Compute the standard error of the mean of the lifespan for the control group using equation (4.2). One simple way to do this for the control group is to extract the subset of the data satisfying the condition control = 1 (the value in the column “control” equals 1). In R, these conditional querries use `==`

.

```
control_voles <- na.omit(vole[control==1, lifespan]) # subset of data satisfying condition and
# omitting missing data, if these exist
n <- length(control_voles) # the sample size
se <- sd(control_voles)/sqrt(n-1) # standard error of the mean of the control voles
```

Okay, the SEM using equation (4.2) is 31.9. Let’s compare this with a bootstrap estimate of the SEM. There are several R packages that do a bootstrap but here I’ve coded one using a for-loop both to practice with for-loops and to help communicate what a bootstrap *is*.

The basic algorithm for a bootstrap is

**re-sample the data with replacement**. Here “the data” is the set of lifespans for the Control voles. “Resample with replacement” means to sample \(n\) times from the full set of values.

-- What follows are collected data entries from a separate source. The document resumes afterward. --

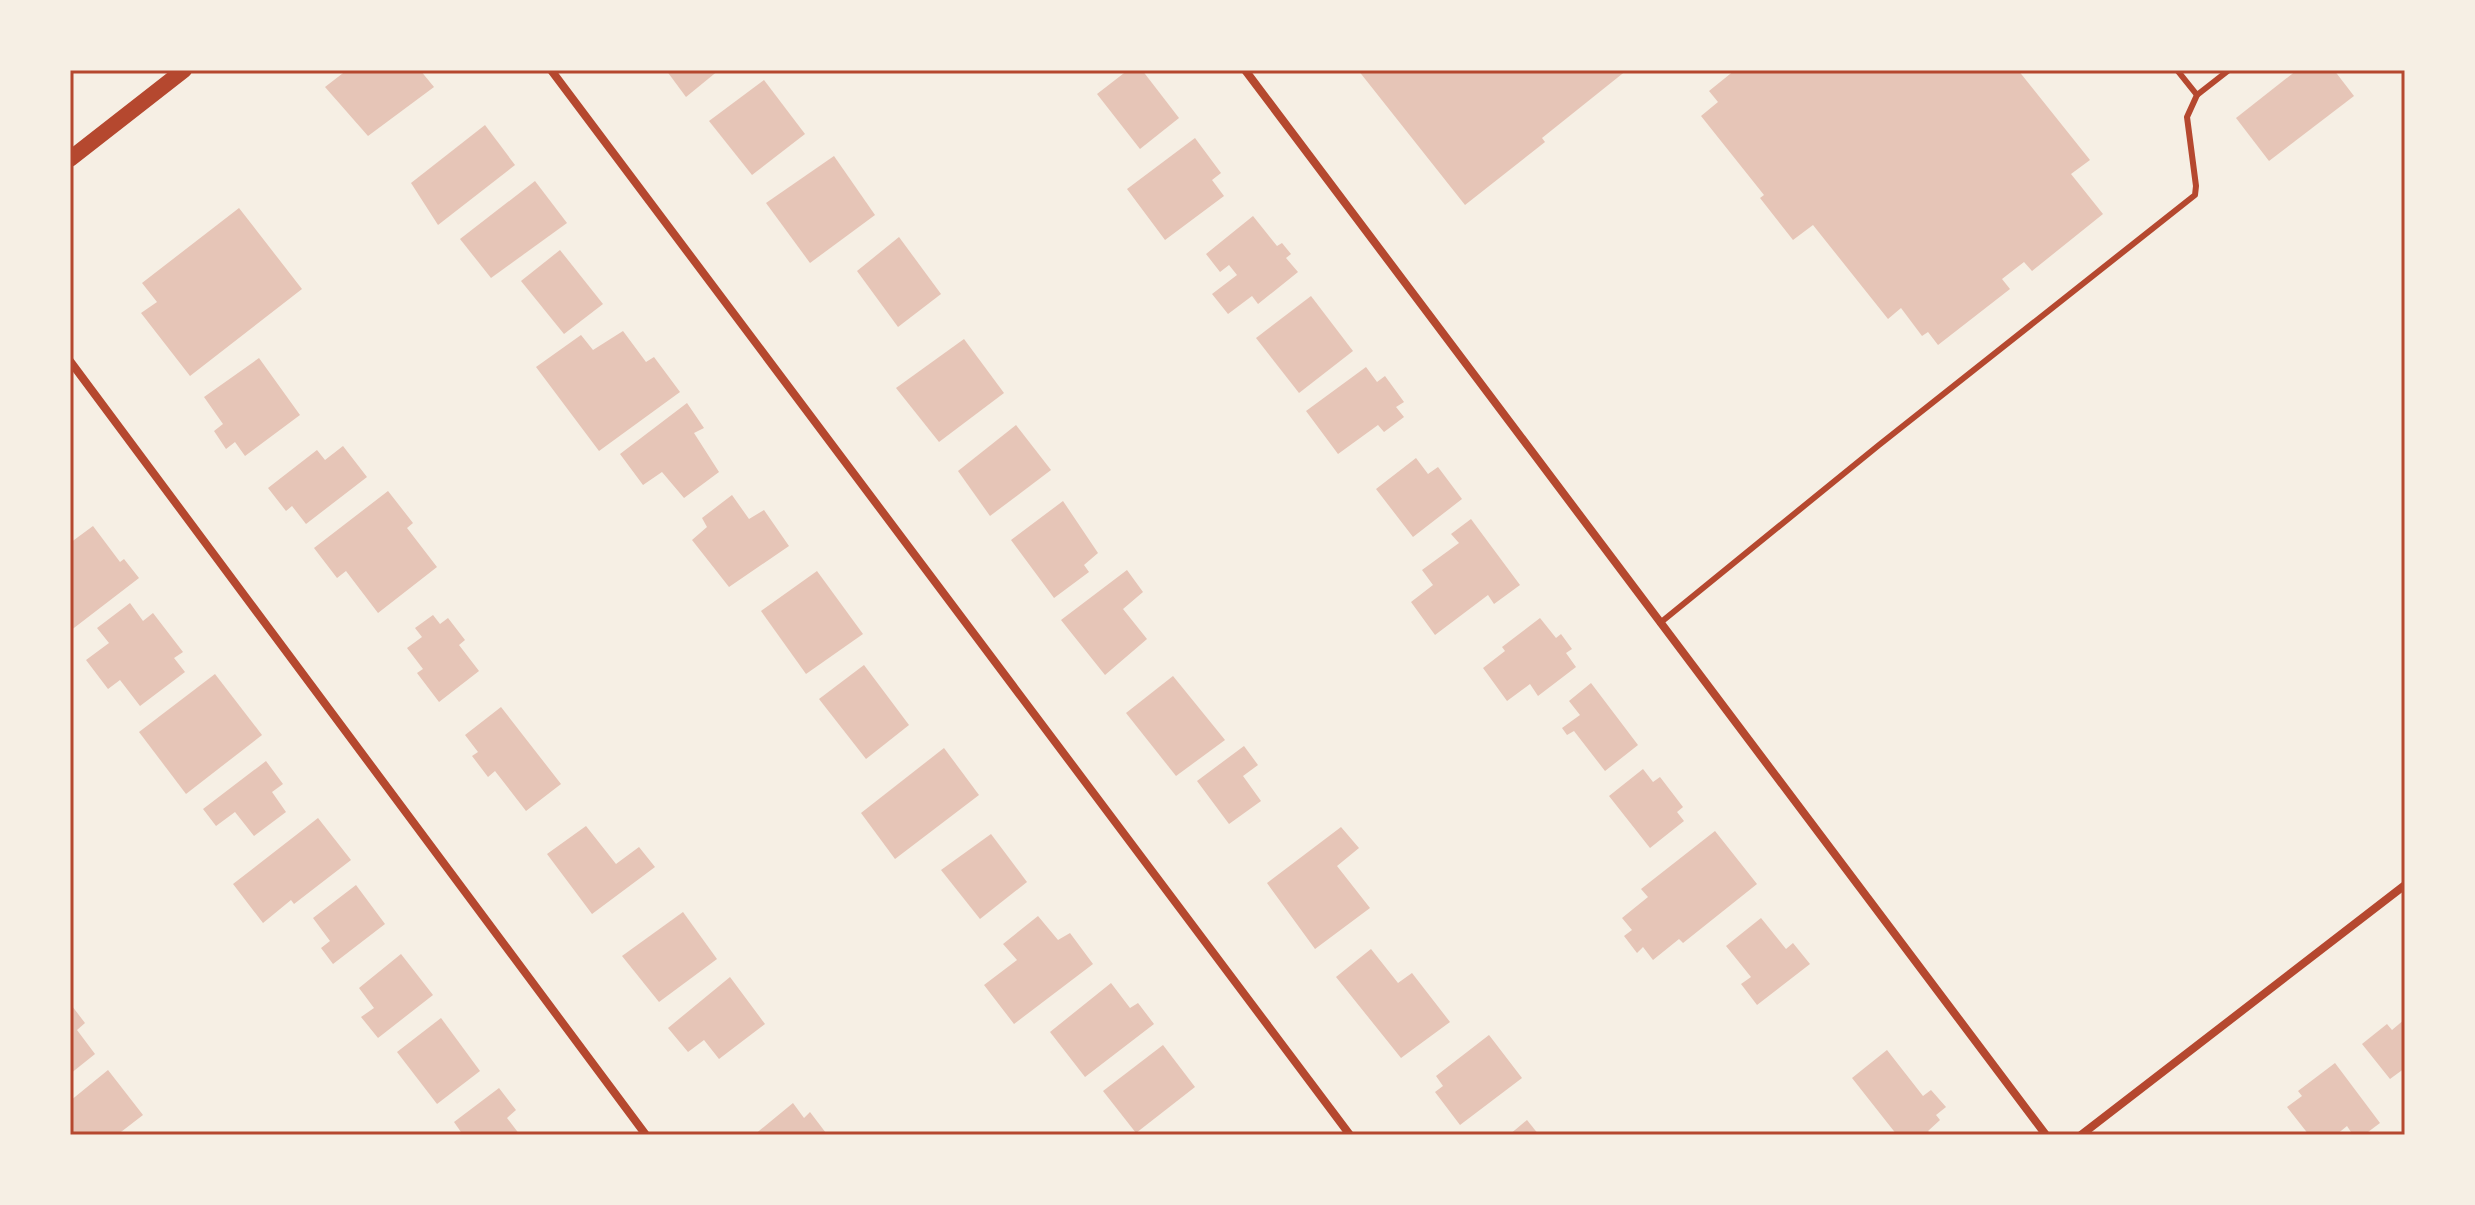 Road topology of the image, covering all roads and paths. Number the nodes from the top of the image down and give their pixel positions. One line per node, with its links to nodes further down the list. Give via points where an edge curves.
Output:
1 (184, 70): 7 (main road)
2 (551, 70): 12 (street)
3 (1245, 70): 9 (street)
4 (2177, 70): 6 (lane)
5 (2229, 70): 6 (lane)
6 (2197, 95): 9 (lane, via 2187,117 2195,195)
7 (70, 159)
8 (70, 361): 11 (street)
9 (1660, 623): 13 (street)
10 (2405, 885): 14 (street)
11 (646, 1135)
12 (1350, 1135)
13 (2046, 1135)
14 (2081, 1135) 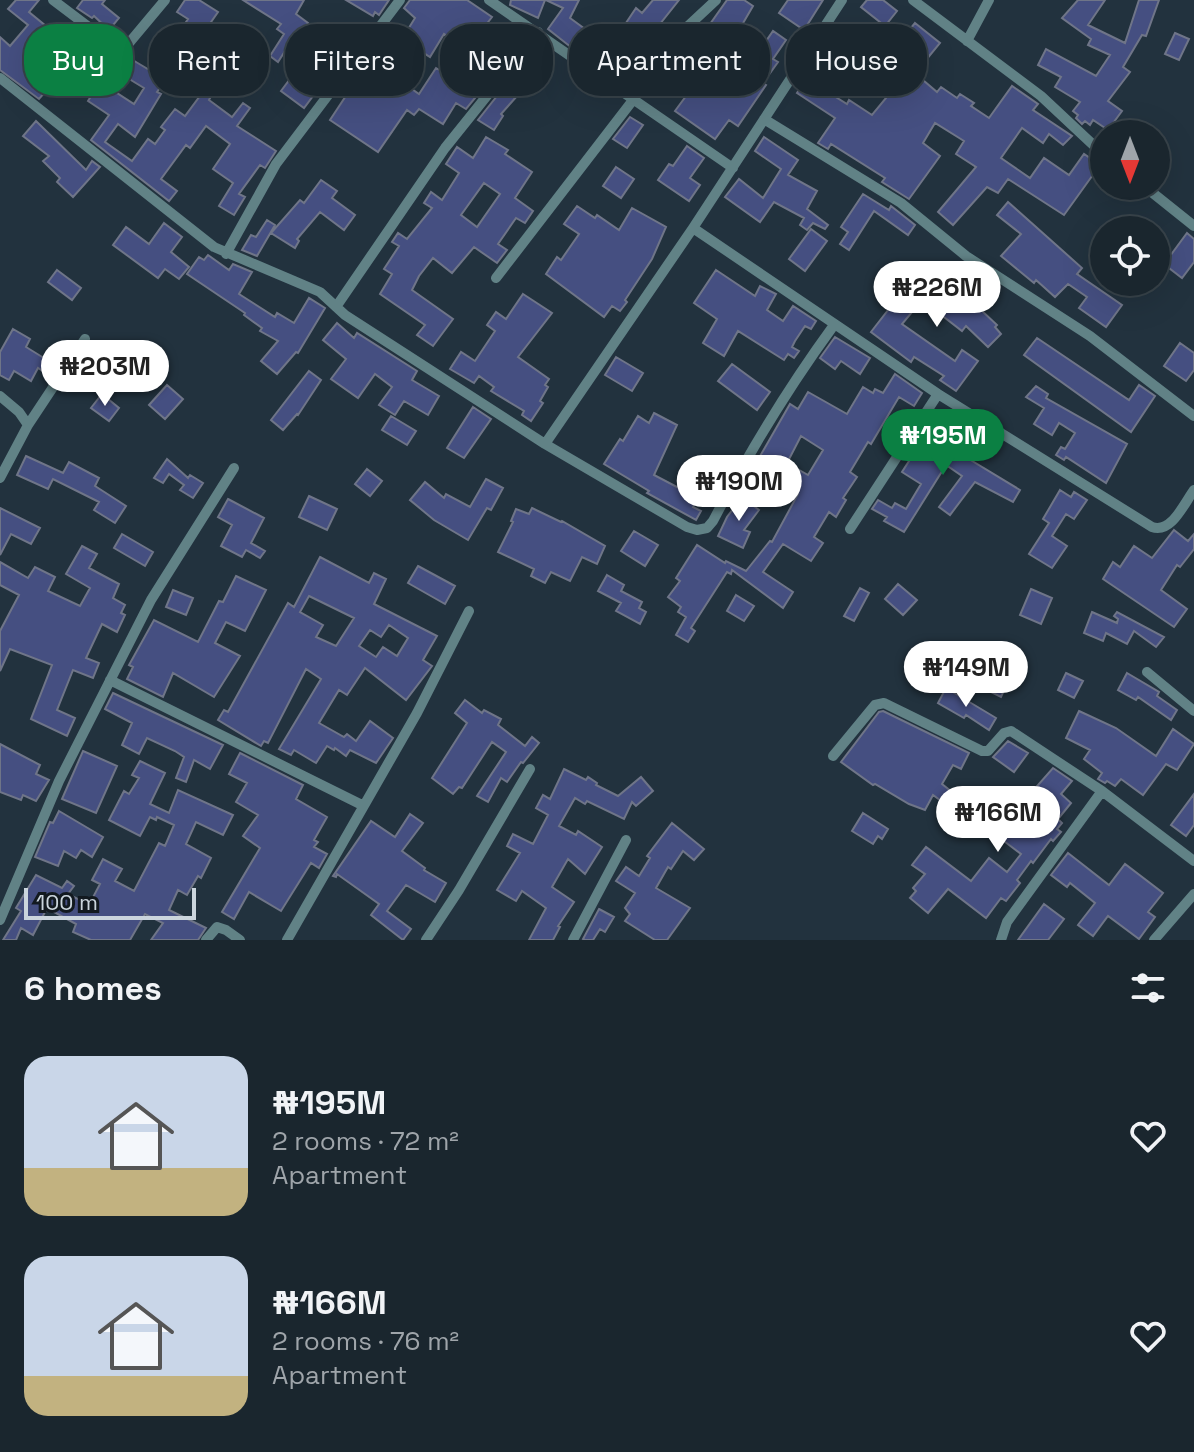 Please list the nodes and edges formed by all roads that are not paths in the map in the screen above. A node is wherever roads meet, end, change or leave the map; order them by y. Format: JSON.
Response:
{"nodes":[{"id":1,"x":53,"y":0,"type":"edge"},
{"id":2,"x":165,"y":0,"type":"edge"},
{"id":3,"x":400,"y":0,"type":"edge"},
{"id":4,"x":489,"y":0,"type":"edge"},
{"id":5,"x":716,"y":0,"type":"edge"},
{"id":6,"x":842,"y":0,"type":"edge"},
{"id":7,"x":913,"y":0,"type":"edge"},
{"id":8,"x":989,"y":0,"type":"edge"},
{"id":9,"x":526,"y":24,"type":"edge"},
{"id":10,"x":967,"y":41,"type":"junction"},
{"id":11,"x":553,"y":43,"type":"edge"},
{"id":12,"x":0,"y":78,"type":"edge"},
{"id":13,"x":487,"y":96,"type":"edge"},
{"id":14,"x":633,"y":100,"type":"junction"},
{"id":15,"x":764,"y":119,"type":"junction"},
{"id":16,"x":1090,"y":142,"type":"edge"},
{"id":17,"x":733,"y":168,"type":"junction"},
{"id":18,"x":1162,"y":200,"type":"edge"},
{"id":19,"x":1194,"y":226,"type":"edge"},
{"id":20,"x":693,"y":228,"type":"junction"},
{"id":21,"x":226,"y":254,"type":"junction"},
{"id":22,"x":496,"y":278,"type":"dead end"},
{"id":23,"x":336,"y":307,"type":"junction"},
{"id":24,"x":834,"y":325,"type":"junction"},
{"id":25,"x":85,"y":339,"type":"dead end"},
{"id":26,"x":938,"y":394,"type":"junction"},
{"id":27,"x":0,"y":396,"type":"edge"},
{"id":28,"x":1194,"y":416,"type":"edge"},
{"id":29,"x":28,"y":425,"type":"junction"},
{"id":30,"x":545,"y":444,"type":"junction"},
{"id":31,"x":234,"y":468,"type":"dead end"},
{"id":32,"x":0,"y":478,"type":"edge"},
{"id":33,"x":1194,"y":490,"type":"edge"},
{"id":34,"x":850,"y":529,"type":"dead end"},
{"id":35,"x":469,"y":611,"type":"dead end"},
{"id":36,"x":1147,"y":672,"type":"dead end"},
{"id":37,"x":110,"y":680,"type":"junction"},
{"id":38,"x":1193,"y":707,"type":"edge"},
{"id":39,"x":833,"y":756,"type":"dead end"},
{"id":40,"x":530,"y":769,"type":"dead end"},
{"id":41,"x":1102,"y":791,"type":"junction"},
{"id":42,"x":362,"y":805,"type":"junction"},
{"id":43,"x":626,"y":840,"type":"dead end"},
{"id":44,"x":1194,"y":861,"type":"edge"},
{"id":45,"x":1194,"y":894,"type":"edge"},
{"id":46,"x":0,"y":920,"type":"edge"},
{"id":47,"x":206,"y":940,"type":"edge"},
{"id":48,"x":240,"y":940,"type":"edge"},
{"id":49,"x":287,"y":940,"type":"edge"},
{"id":50,"x":426,"y":940,"type":"edge"},
{"id":51,"x":573,"y":940,"type":"edge"},
{"id":52,"x":1001,"y":940,"type":"edge"},
{"id":53,"x":1154,"y":940,"type":"edge"}],
"edges":[{"from":1,"to":2,"type":"street"},
{"from":3,"to":21,"type":"street"},
{"from":4,"to":9,"type":"street"},
{"from":5,"to":14,"type":"street"},
{"from":6,"to":15,"type":"street"},
{"from":7,"to":10,"type":"street"},
{"from":8,"to":10,"type":"street"},
{"from":10,"to":16,"type":"street"},
{"from":11,"to":14,"type":"street"},
{"from":12,"to":21,"type":"street"},
{"from":13,"to":23,"type":"street"},
{"from":14,"to":17,"type":"street"},
{"from":14,"to":22,"type":"street"},
{"from":15,"to":17,"type":"street"},
{"from":15,"to":28,"type":"street"},
{"from":17,"to":20,"type":"street"},
{"from":18,"to":19,"type":"street"},
{"from":20,"to":24,"type":"street"},
{"from":20,"to":30,"type":"street"},
{"from":21,"to":23,"type":"street"},
{"from":23,"to":30,"type":"street"},
{"from":24,"to":26,"type":"street"},
{"from":24,"to":30,"type":"street"},
{"from":25,"to":29,"type":"street"},
{"from":26,"to":33,"type":"street"},
{"from":26,"to":34,"type":"street"},
{"from":27,"to":29,"type":"street"},
{"from":29,"to":32,"type":"street"},
{"from":31,"to":37,"type":"street"},
{"from":35,"to":42,"type":"street"},
{"from":36,"to":38,"type":"street"},
{"from":37,"to":42,"type":"street"},
{"from":37,"to":46,"type":"street"},
{"from":39,"to":41,"type":"street"},
{"from":40,"to":50,"type":"street"},
{"from":41,"to":44,"type":"street"},
{"from":41,"to":52,"type":"street"},
{"from":42,"to":49,"type":"street"},
{"from":43,"to":51,"type":"street"},
{"from":45,"to":53,"type":"street"},
{"from":47,"to":48,"type":"street"}]}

If we were to do this manually, we would i) write down each value of Control lifespan on its own piece of paper and throw all pieces into a hat. ii) pick a paper from the hat, add its value to sample \(i\), and return the paper to the hat. iii) repeat step ii \(n\) times, where \(n\) is the original sample size. The new sample contains some values multiple times (papers that were picked out of the hat more than once) and is missing some values (papers that were not picked out in any of the \(n\) picks).- Compute the statistic with the new sample.
- Repeat steps 1 and 2 \(p\) times, which will result in a \(p\)-length vector of the statistic. Typically \(p\) is somewhere between 2000 and 10,000.
- For the standard error of the statistic, compute the standard deviation of the re-sampled statistic.

A for-loop automates this algorithm.

```
set.seed(1)
n_iter <- 2000 # number of bootstrap iterations, or p
means <- numeric(n_iter) # we will save the means each iteration to this
inc <- 1:n # the first sample is the actual sample
for(iter in 1:n_iter){ # this line sets up the number of iterations, p
means[iter] <- mean(control_voles[inc]) # inc is the set of rows to include in the computation of the mean.
inc <- sample(1:n, replace=TRUE) # re-sample for the next iteration
}
se_boot <- sd(means)
getwd()
```

`## [1] "/Users/jwalker/Documents/Github projects/Bookdown projects/applied-biostats"`

The SEM using the bootstrap is 31.43. Again, the SEM using equation (4.2) is 31.9.

## 4.5 Confidence Interval

Here I introduce a **confidence interval** (abbreviated to CI) using the mean of a sample but the concept is easily generalized to any parameter of a statistical model. The mean of the Control voles is 503.4 and the SE of the mean is 31.9. The SE is used to construct the lower and upper boundary of a “1 - \(\alpha\)” confidence interval using `lower <- mean(x) - qt(alpha/2, df = n)*se(x)`

and `upper <- mean(x) + qt(alpha/2, df = n)*se(x)`

.

A confidence interval of the mean is a measure of the uncertainty in the estimate of the mean. A 95% confidence interval has a 95% probability (in the sense of long-run frequency) of containing the true mean. This probability is a property of the population of intervals that could be computed using the same sampling and measuring procedure. It is not correct, without further assumptions, to state that “there is a 95% probability that the true mean lies within the interval”. Perhaps a more useful interpretation is that the interval contains the range of means that are consistent with the data, in the sense that a \(t\)-test would not reject the null hypothesis of a difference between the estimate and any value within the interval (this interpretation does not imply anything about the true value).